• [What you should do] Go line by line through the entries below and copy those containing the string "road".

Stored data:
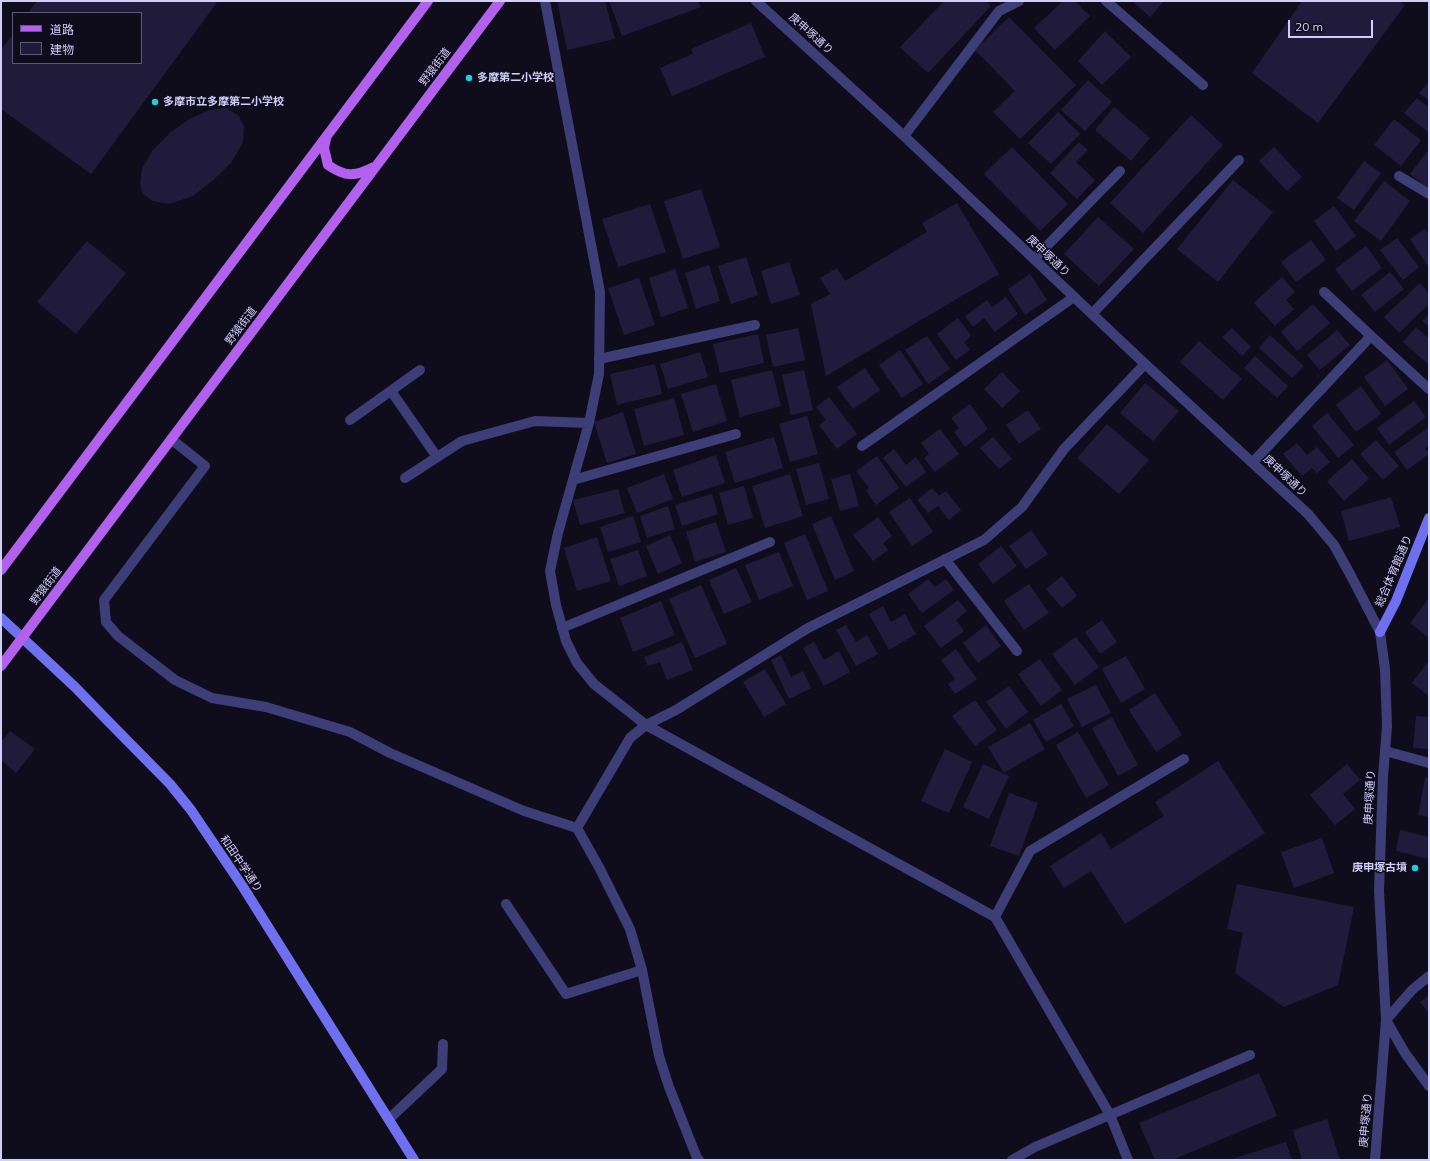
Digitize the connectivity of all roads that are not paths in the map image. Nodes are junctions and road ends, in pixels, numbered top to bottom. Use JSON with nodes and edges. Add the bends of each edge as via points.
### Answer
{"nodes":[{"id":1,"x":428,"y":1,"type":"edge"},
{"id":2,"x":500,"y":1,"type":"edge"},
{"id":3,"x":545,"y":1,"type":"edge"},
{"id":4,"x":756,"y":1,"type":"edge"},
{"id":5,"x":1019,"y":1,"type":"edge"},
{"id":6,"x":1107,"y":1,"type":"edge"},
{"id":7,"x":1203,"y":85,"type":"dead end"},
{"id":8,"x":326,"y":136,"type":"junction"},
{"id":9,"x":904,"y":136,"type":"junction"},
{"id":10,"x":1239,"y":160,"type":"dead end"},
{"id":11,"x":375,"y":167,"type":"junction"},
{"id":12,"x":1120,"y":171,"type":"dead end"},
{"id":13,"x":1399,"y":176,"type":"dead end"},
{"id":14,"x":1429,"y":194,"type":"edge"},
{"id":15,"x":1034,"y":259,"type":"junction"},
{"id":16,"x":1324,"y":292,"type":"dead end"},
{"id":17,"x":1074,"y":297,"type":"junction"},
{"id":18,"x":1092,"y":314,"type":"junction"},
{"id":19,"x":755,"y":325,"type":"dead end"},
{"id":20,"x":1371,"y":336,"type":"junction"},
{"id":21,"x":599,"y":359,"type":"junction"},
{"id":22,"x":1145,"y":364,"type":"junction"},
{"id":23,"x":420,"y":370,"type":"dead end"},
{"id":24,"x":1429,"y":389,"type":"edge"},
{"id":25,"x":391,"y":391,"type":"junction"},
{"id":26,"x":350,"y":420,"type":"dead end"},
{"id":27,"x":589,"y":423,"type":"junction"},
{"id":28,"x":736,"y":434,"type":"dead end"},
{"id":29,"x":171,"y":439,"type":"junction"},
{"id":30,"x":862,"y":446,"type":"dead end"},
{"id":31,"x":437,"y":457,"type":"junction"},
{"id":32,"x":1253,"y":462,"type":"junction"},
{"id":33,"x":405,"y":478,"type":"dead end"},
{"id":34,"x":573,"y":480,"type":"junction"},
{"id":35,"x":1429,"y":518,"type":"edge"},
{"id":36,"x":770,"y":542,"type":"dead end"},
{"id":37,"x":945,"y":559,"type":"junction"},
{"id":38,"x":1,"y":570,"type":"edge"},
{"id":39,"x":1,"y":618,"type":"edge"},
{"id":40,"x":562,"y":628,"type":"junction"},
{"id":41,"x":1380,"y":632,"type":"junction"},
{"id":42,"x":22,"y":638,"type":"junction"},
{"id":43,"x":1017,"y":651,"type":"dead end"},
{"id":44,"x":1,"y":666,"type":"edge"},
{"id":45,"x":646,"y":725,"type":"junction"},
{"id":46,"x":1385,"y":751,"type":"junction"},
{"id":47,"x":1184,"y":759,"type":"dead end"},
{"id":48,"x":1429,"y":763,"type":"edge"},
{"id":49,"x":577,"y":828,"type":"junction"},
{"id":50,"x":506,"y":904,"type":"dead end"},
{"id":51,"x":995,"y":917,"type":"junction"},
{"id":52,"x":642,"y":970,"type":"junction"},
{"id":53,"x":1429,"y":976,"type":"edge"},
{"id":54,"x":1386,"y":1020,"type":"junction"},
{"id":55,"x":443,"y":1044,"type":"dead end"},
{"id":56,"x":1250,"y":1054,"type":"dead end"},
{"id":57,"x":1429,"y":1086,"type":"edge"},
{"id":58,"x":1110,"y":1115,"type":"junction"},
{"id":59,"x":389,"y":1119,"type":"junction"},
{"id":60,"x":414,"y":1160,"type":"edge"},
{"id":61,"x":699,"y":1160,"type":"edge"},
{"id":62,"x":1012,"y":1160,"type":"edge"},
{"id":63,"x":1128,"y":1160,"type":"edge"},
{"id":64,"x":1375,"y":1160,"type":"edge"}],
"edges":[{"from":1,"to":8,"type":"main road"},
{"from":2,"to":11,"type":"main road","name":"野猿街道"},
{"from":3,"to":21,"type":"street","via":[[600,292]]},
{"from":4,"to":9,"type":"street","name":"庚申塚通り"},
{"from":5,"to":9,"type":"street","via":[[999,11]]},
{"from":6,"to":7,"type":"street"},
{"from":8,"to":11,"type":"main road","via":[[324,148],[328,165],[337,171],[362,174]]},
{"from":8,"to":38,"type":"main road"},
{"from":9,"to":15,"type":"street","name":"庚申塚通り"},
{"from":10,"to":18,"type":"street"},
{"from":11,"to":29,"type":"main road","name":"野猿街道"},
{"from":12,"to":15,"type":"street"},
{"from":13,"to":14,"type":"street"},
{"from":15,"to":17,"type":"street","name":"庚申塚通り"},
{"from":16,"to":20,"type":"street"},
{"from":17,"to":18,"type":"street","name":"庚申塚通り"},
{"from":17,"to":30,"type":"street"},
{"from":18,"to":22,"type":"street","name":"庚申塚通り"},
{"from":19,"to":21,"type":"street"},
{"from":20,"to":24,"type":"street"},
{"from":20,"to":32,"type":"street"},
{"from":21,"to":27,"type":"street","via":[[599,374]]},
{"from":22,"to":32,"type":"street","name":"庚申塚通り"},
{"from":22,"to":37,"type":"street","via":[[1064,449],[1022,507],[984,540]]},
{"from":23,"to":25,"type":"street"},
{"from":25,"to":26,"type":"street"},
{"from":25,"to":31,"type":"street"},
{"from":27,"to":31,"type":"street","via":[[534,421],[462,441]]},
{"from":27,"to":34,"type":"street"},
{"from":28,"to":34,"type":"street"},
{"from":29,"to":42,"type":"main road","name":"野猿街道"},
{"from":29,"to":49,"type":"street","via":[[205,466],[104,600],[106,622],[118,636],[175,680],[212,698],[266,707],[350,732],[390,753],[524,811]]},
{"from":31,"to":33,"type":"street"},
{"from":32,"to":41,"type":"street","name":"庚申塚通り","via":[[1308,514],[1334,545]]},
{"from":34,"to":40,"type":"street","via":[[550,571]]},
{"from":35,"to":41,"type":"street","name":"総合体育館通り","via":[[1396,601]]},
{"from":36,"to":40,"type":"street"},
{"from":37,"to":43,"type":"street"},
{"from":37,"to":45,"type":"street","via":[[808,628],[676,710]]},
{"from":39,"to":42,"type":"street","name":"和田中学通り"},
{"from":40,"to":45,"type":"street","via":[[578,663],[594,684]]},
{"from":41,"to":46,"type":"street","name":"庚申塚通り","via":[[1385,669]]},
{"from":42,"to":44,"type":"main road","name":"野猿街道"},
{"from":42,"to":59,"type":"street","name":"和田中学通り","via":[[170,784],[191,810],[243,887]]},
{"from":45,"to":49,"type":"street","via":[[630,738]]},
{"from":45,"to":51,"type":"street"},
{"from":46,"to":48,"type":"street"},
{"from":46,"to":54,"type":"street","name":"庚申塚通り","via":[[1379,891]]},
{"from":47,"to":51,"type":"street","via":[[1030,851]]},
{"from":49,"to":52,"type":"street","via":[[630,929]]},
{"from":50,"to":52,"type":"street","via":[[566,994]]},
{"from":51,"to":58,"type":"street"},
{"from":52,"to":61,"type":"street","via":[[659,1056]]},
{"from":53,"to":54,"type":"street","via":[[1412,990]]},
{"from":54,"to":57,"type":"street","via":[[1405,1053]]},
{"from":54,"to":64,"type":"street","name":"庚申塚通り"},
{"from":55,"to":59,"type":"street","via":[[442,1069]]},
{"from":56,"to":58,"type":"street"},
{"from":58,"to":62,"type":"street","via":[[1035,1147]]},
{"from":58,"to":63,"type":"street"},
{"from":59,"to":60,"type":"street","name":"和田中学通り"}]}
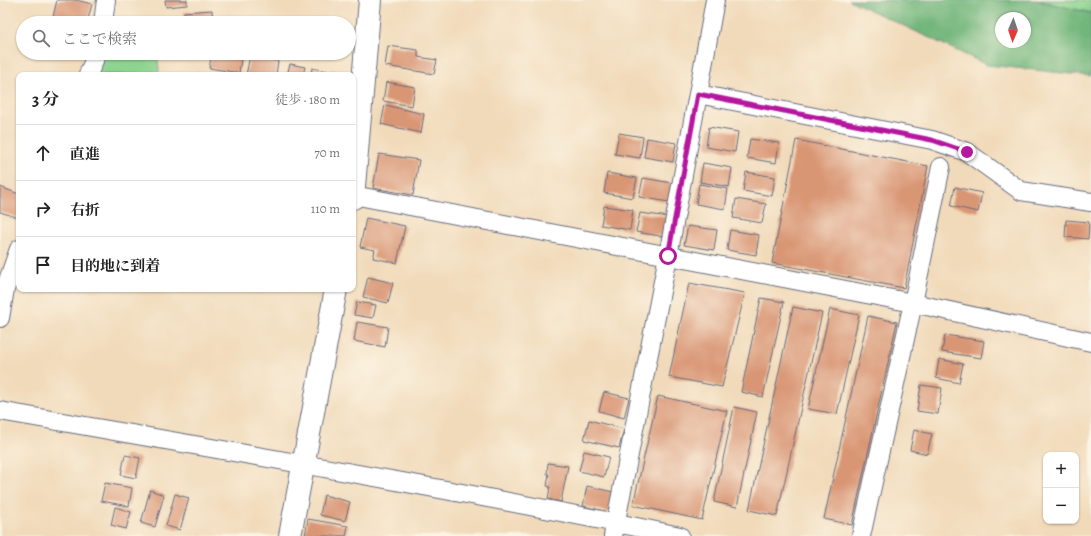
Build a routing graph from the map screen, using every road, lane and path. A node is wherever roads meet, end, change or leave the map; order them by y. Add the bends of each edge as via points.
1 (106, 0) edge
2 (370, 0) edge
3 (716, 0) edge
4 (104, 16) edge
5 (94, 60) edge
6 (89, 72) edge
7 (698, 94) junction
8 (357, 107) edge
9 (356, 129) edge
10 (941, 167) dead end
11 (356, 197) edge
12 (1091, 202) edge
13 (668, 256) junction
14 (16, 258) edge
15 (335, 292) edge
16 (913, 303) junction
17 (0, 318) edge
18 (1091, 342) edge
19 (0, 411) edge
20 (303, 464) junction
21 (614, 529) edge
22 (290, 536) edge
23 (680, 536) edge
24 (861, 536) edge

1 - 4 street
2 - 8 street
3 - 7 street
5 - 6 street
7 - 12 street via 932,140 967,152 1021,191
7 - 13 street
8 - 9 street
10 - 16 street
11 - 13 street
13 - 16 street
13 - 21 street
14 - 17 street
15 - 20 street
16 - 18 street
16 - 24 street
19 - 20 street
20 - 21 street
20 - 22 street
21 - 23 street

• [Written response]
Digitize the connectivity of all roads that are not paths in the map image. Nodes are junctions and road ends, in pixels, numbered top to bottom. Use JSON with nodes and edges. Add the bends of each edge as via points.
"edges":[{"from":1,"to":8,"type":"main road"},
{"from":2,"to":11,"type":"main road","name":"野猿街道"},
{"from":8,"to":11,"type":"main road","via":[[324,148],[328,165],[337,171],[362,174]]},
{"from":8,"to":38,"type":"main road"},
{"from":11,"to":29,"type":"main road","name":"野猿街道"},
{"from":29,"to":42,"type":"main road","name":"野猿街道"},
{"from":42,"to":44,"type":"main road","name":"野猿街道"},
Build a routing graph from the map screen, using every road, lane and path. A node is wherever roads meet, end, change or leave the map; order them by y. Add the bends of each edge as via points.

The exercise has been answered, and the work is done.